Wister then filed the petition now before us. Despite the court’s directions, that petition alleges without elaboration or material change that “[a] claim has been filed with Alameda County Supervisors [on] October 6, 2016.” Moreover, the petition does not allege facts showing that the treasurer had a mandatory duty to accept the partial payment of $427.82. Instead, Wister alleged that the treasurer “falsified the payment of April 1 2016 misappropriated to December 1 payment.”

The trial court sustained the demurrer to the petition without leave to amend. It held that Wister had not alleged facts showing the treasurer’s failure to perform a clear, present legal duty, citing Santa Clara County Counsel Attys. Assn. v. Woodside (1994) 7 Cal.4th 525, 539–540, superseded by statute on other ground as stated in Coachella Valley Mosquito & Vector Control Dist. v. California Public Employment Relations Bd. (2005) 35 Cal.4th 1072, 1083. Given that the treasurer had accepted Wister’s $440.82 payment while rejecting his $427.82 payment, Wister had not alleged any “tendered [payment] in the correct amount that respondent did not accept.” Nor had he alleged facts suggesting that the treasurer “was legally required to accept [his] partial payment” or had acted unlawfully in applying his one full payment to the December 2015 installment instead of the April 2016 installment. In addition, Wister had not alleged facts showing exhaustion of administrative remedies. Alleging that “[a] claim has been filed with [the] Alameda County Board of Supervisors” did not “satisfy petitioner’s pleading burden” in light of the court’s direction to clarify whether the identical phrase in the first amended petition meant an administrative claim for a tax refund.
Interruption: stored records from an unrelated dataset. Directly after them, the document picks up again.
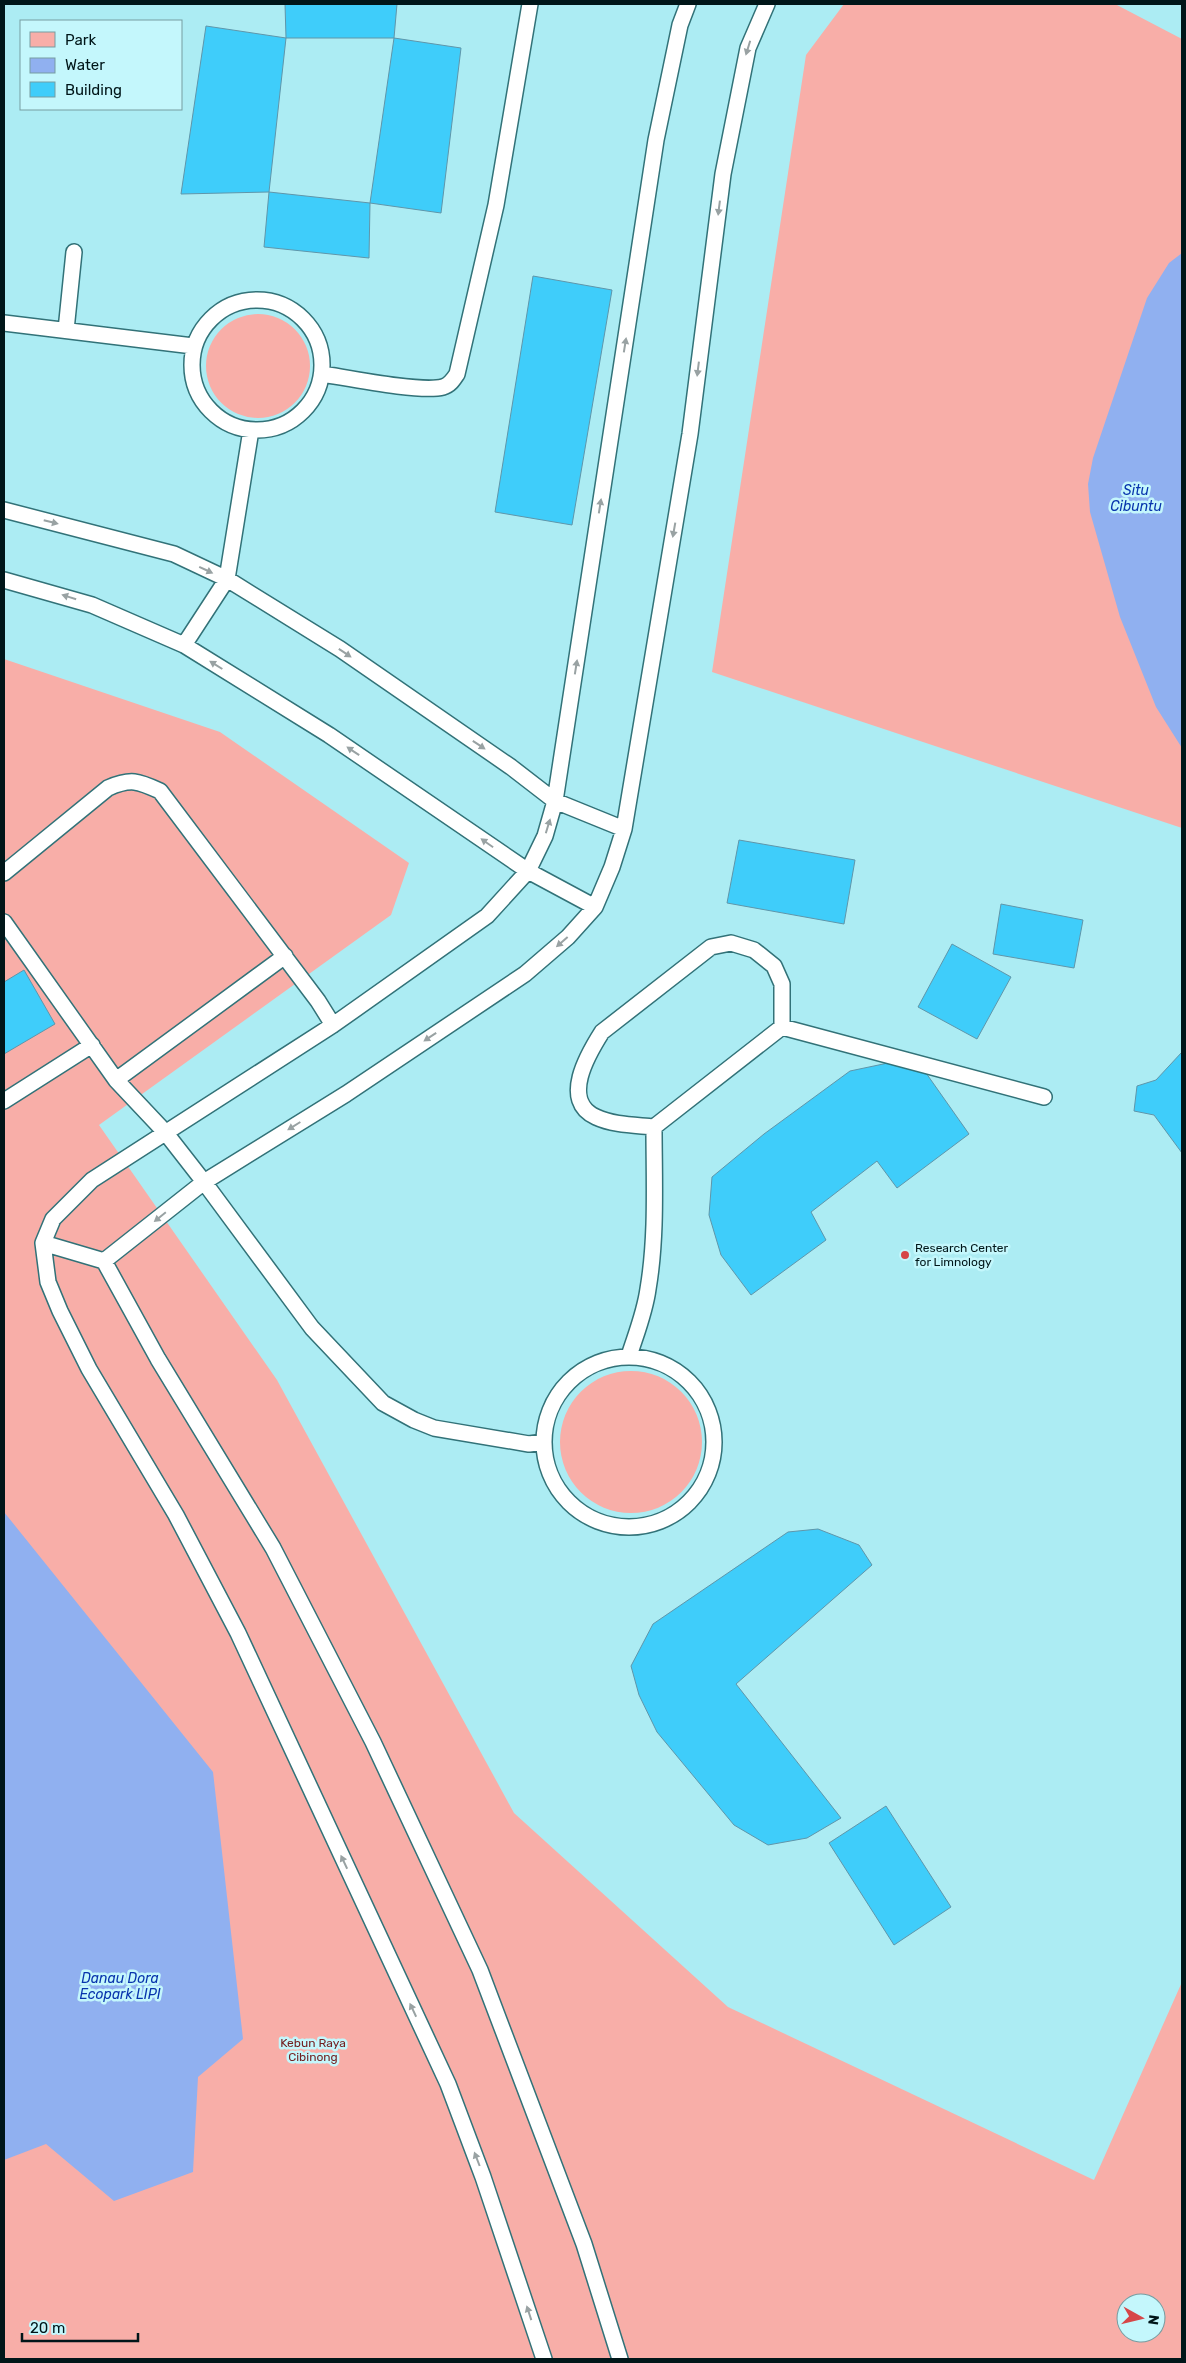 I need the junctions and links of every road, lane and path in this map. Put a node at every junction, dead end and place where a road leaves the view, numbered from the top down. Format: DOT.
graph roads {
  1 [pos="530,4"];
  2 [pos="688,4"];
  3 [pos="767,4"];
  4 [pos="74,252"];
  5 [pos="4,323"];
  6 [pos="66,330"];
  7 [pos="193,346"];
  8 [pos="322,374"];
  9 [pos="251,430"];
  10 [pos="4,510"];
  11 [pos="4,580"];
  12 [pos="227,580"];
  13 [pos="184,646"];
  14 [pos="556,801"];
  15 [pos="624,828"];
  16 [pos="528,871"];
  17 [pos="4,873"];
  18 [pos="595,907"];
  19 [pos="4,922"];
  20 [pos="285,956"];
  21 [pos="333,1025"];
  22 [pos="782,1027"];
  23 [pos="92,1045"];
  24 [pos="116,1080"];
  25 [pos="1044,1096"];
  26 [pos="4,1101"];
  27 [pos="654,1127"];
  28 [pos="165,1132"];
  29 [pos="204,1182"];
  30 [pos="43,1242"];
  31 [pos="104,1262"];
  32 [pos="629,1356"];
  33 [pos="544,1442"];
  34 [pos="544,2359"];
  35 [pos="620,2359"];
  1 -- 8 [label="lane"];
  14 -- 2 [label="lane, one-way"];
  3 -- 15 [label="lane, one-way"];
  4 -- 6 [label="lane"];
  5 -- 6 [label="lane"];
  6 -- 7 [label="lane"];
  7 -- 8 [label="lane"];
  7 -- 9 [label="lane"];
  8 -- 9 [label="lane"];
  9 -- 12 [label="lane"];
  10 -- 12 [label="lane, one-way"];
  13 -- 11 [label="lane, one-way"];
  12 -- 13 [label="lane"];
  12 -- 14 [label="lane, one-way"];
  16 -- 13 [label="lane, one-way"];
  14 -- 15 [label="lane"];
  16 -- 14 [label="lane, one-way"];
  15 -- 18 [label="lane"];
  16 -- 18 [label="lane"];
  16 -- 21 [label="lane"];
  17 -- 20 [label="lane"];
  18 -- 29 [label="lane, one-way"];
  19 -- 23 [label="lane"];
  20 -- 21 [label="lane"];
  20 -- 24 [label="lane"];
  21 -- 28 [label="lane"];
  22 -- 25 [label="lane"];
  22 -- 27 [label="lane"];
  22 -- 27 [label="lane"];
  23 -- 24 [label="lane"];
  23 -- 26 [label="lane"];
  24 -- 28 [label="lane"];
  27 -- 32 [label="lane"];
  28 -- 29 [label="lane"];
  28 -- 30 [label="lane"];
  29 -- 31 [label="lane, one-way"];
  29 -- 33 [label="lane"];
  30 -- 31 [label="lane"];
  34 -- 30 [label="lane, one-way"];
  31 -- 35 [label="lane"];
  32 -- 33 [label="lane"];
  32 -- 33 [label="lane"];
}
Noting that Wister had not explained how he could amend his petition, the court sustained the demurrer without leave to amend. Wister timely appealed.

Discussion

“ ‘On review of an order sustaining a demurrer without leave to amend, our standard of review is de novo, “i.e., we exercise our independent judgment about whether the complaint states a cause of action as a matter of law.” [Citation.]’ [Citation.] ‘ “ ‘We treat the demurrer as admitting all material facts properly ple[d], but not contentions, deductions or conclusions of fact or law. [Citation.] . . .’ ” ’ [Citation.] ‘We affirm if any ground offered in support of the demurrer was well taken but find error if the plaintiff has stated a cause of action under any possible legal theory.’ ” (Walgreen Co. v. City and County of San Francisco (2010) 185 Cal.App.4th 424, 433.) In reviewing the ruling, “we give the complaint a reasonable interpretation, reading it as a whole and its parts in their context.” (Blank v. Kirwan (1985) 39 Cal.3d 311, 318.) If, as here, the court sustained the demurrer without leave to amend, we must decide if there is a reasonable possibility that the plaintiff could cure the defect with an amendment. (Ibid.)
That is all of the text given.